Recursive Sparse Blocks
Recursive Sparse Blocks, RSB for short, is an hybrid matrix storage format which uses three different data structures at three different levels to store a sparse matrix:

at the root level, submatrices/blocks are sorted using the Z Morton sorting. The Z Morton sorting is a bidimensional sorting that follows the path of a Morton curve, a spacefilling curve like the Hilbert’s spiral but with the shape of a Z. This feature is used to ensure spatial locality of data in the matrix: each nonzero block is stored in memory really close to its neighbors which it needs to know in order to perform a multiplication.

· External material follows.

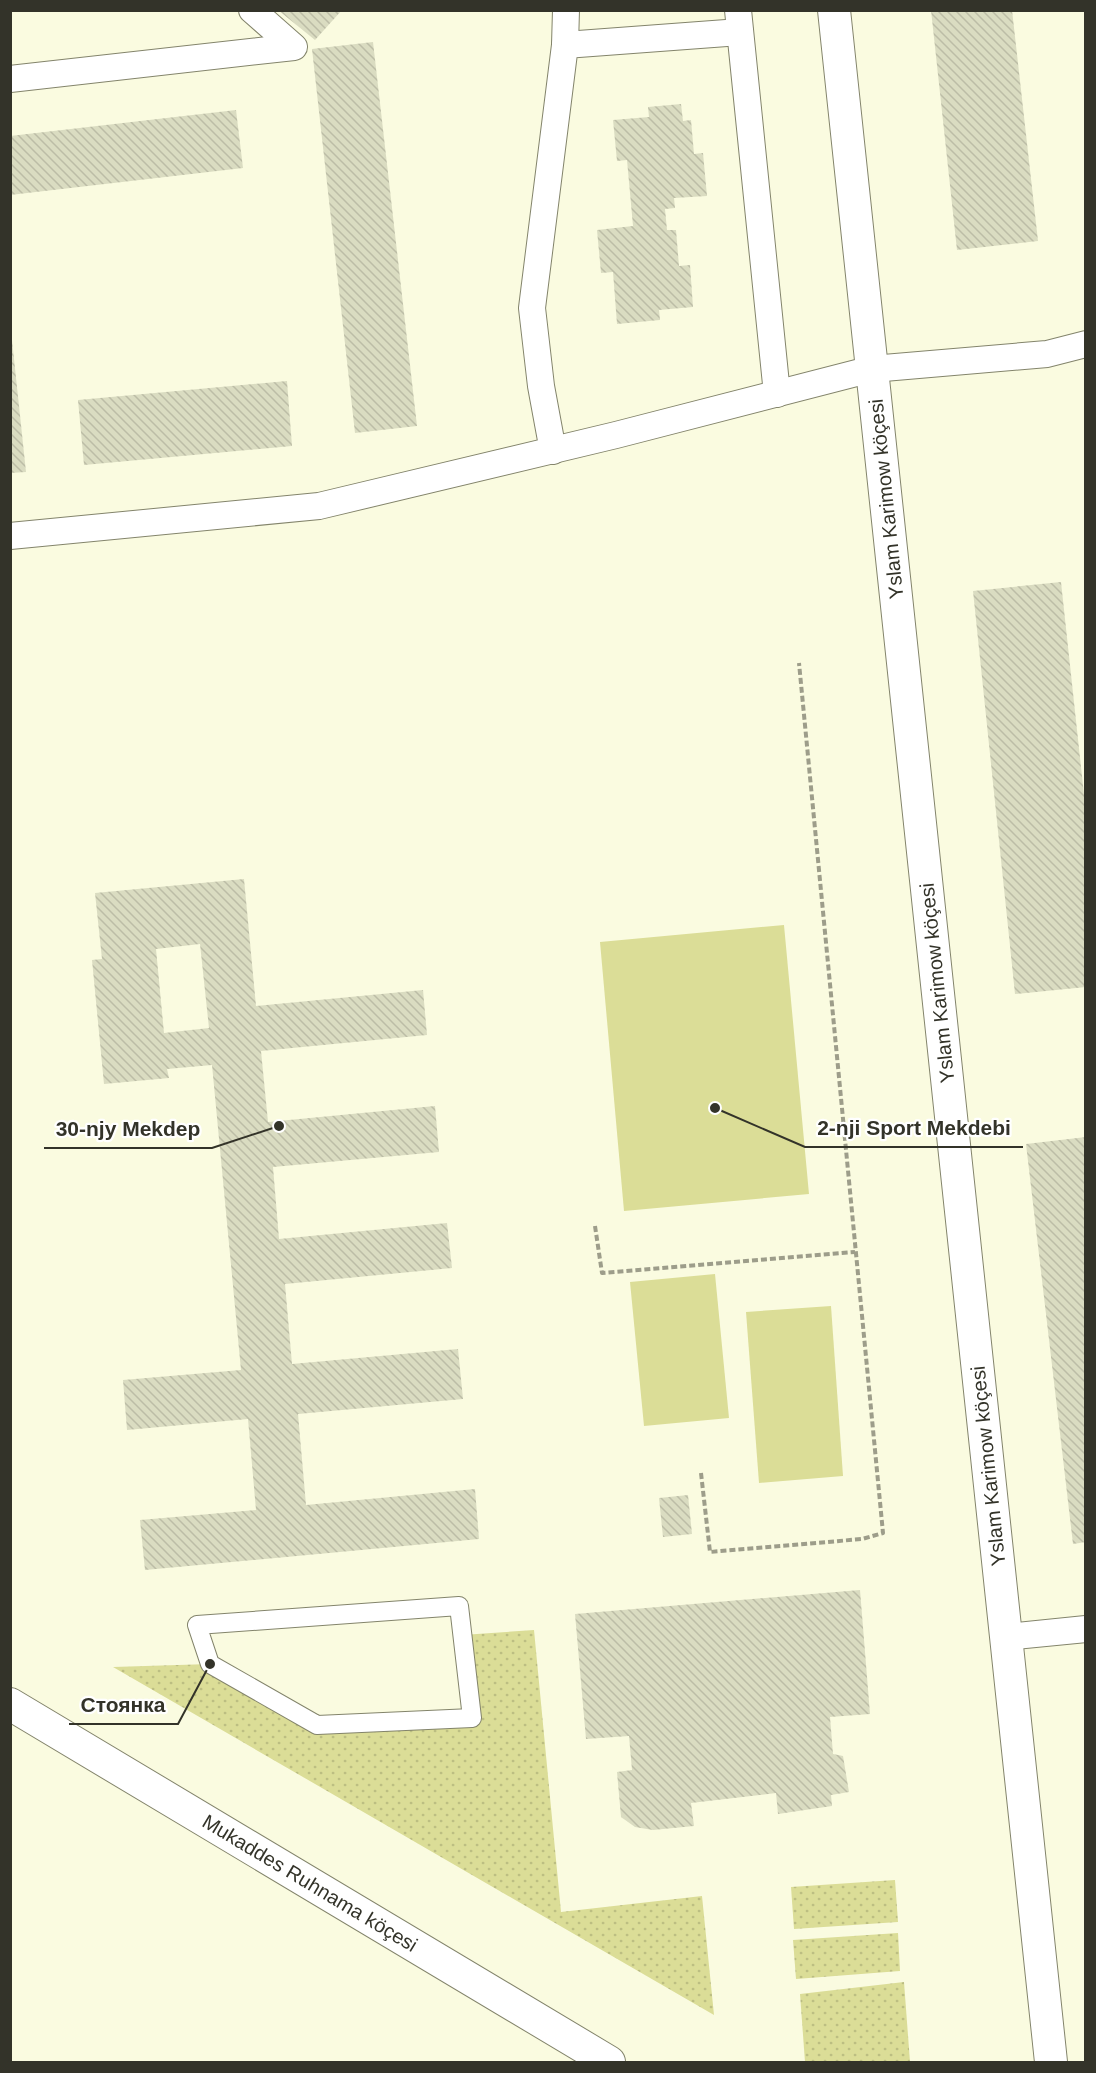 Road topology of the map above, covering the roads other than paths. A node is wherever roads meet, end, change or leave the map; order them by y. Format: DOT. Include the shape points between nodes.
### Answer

at the intermediate level, submatrices/blocks are recursively subdivided into a Quadtree structure. A Quadtree is a really nice data structure that is a specific quaternary tree in which each node represents a portion of a bidimensional space, usually continuous but in our case the matrix coordinate space is discrete. This data structure is optimized for “bidimensional range queries” (the ones like “who are all the points at most far N from me?”) which run in \(O(log n)\) but LibRSB uses it just for better parallelization. Furthermore, the heuristic used to decide whether or not to split a given block involves the size of the largest cache level, so that each block can fit entirely in the cache when processed.

at the leaf level, each submatrix/block is stored using the standard COO/CSR/CSC formats. Which one of this formats to use is decided at allocation time so, yes, a matrix can have multiple blocks stored in a certain format while others, maybe neighbors, are stored in another format.
The operations
 SpVV: multiplication between a sparse vector and a dense one
 SpMV: multiplication between a sparse matrix and a dense one
 SpMM: multiplication between a sparse matrix and a dense one or between two sparse matrices
 SpSV: resolution of a linear system in which the equations are expressed as a sparse matrix and the known terms are in the form of a dense vector
 SpSM: resolution of a linear system in which the equations are expressed as a sparse matrix and the known terms are in the form of a dense matrix
My work
I actually started working on the function rsb_cuda_mtx_alloc_from_coo_const
which, as you can maybe tell from the name, allocates a matrix in RSB format reading it from one stored as COO. To simplify my job, I am using only cudaMallocManaged
calls: this way I exploit the CUDA unified memory to write less code.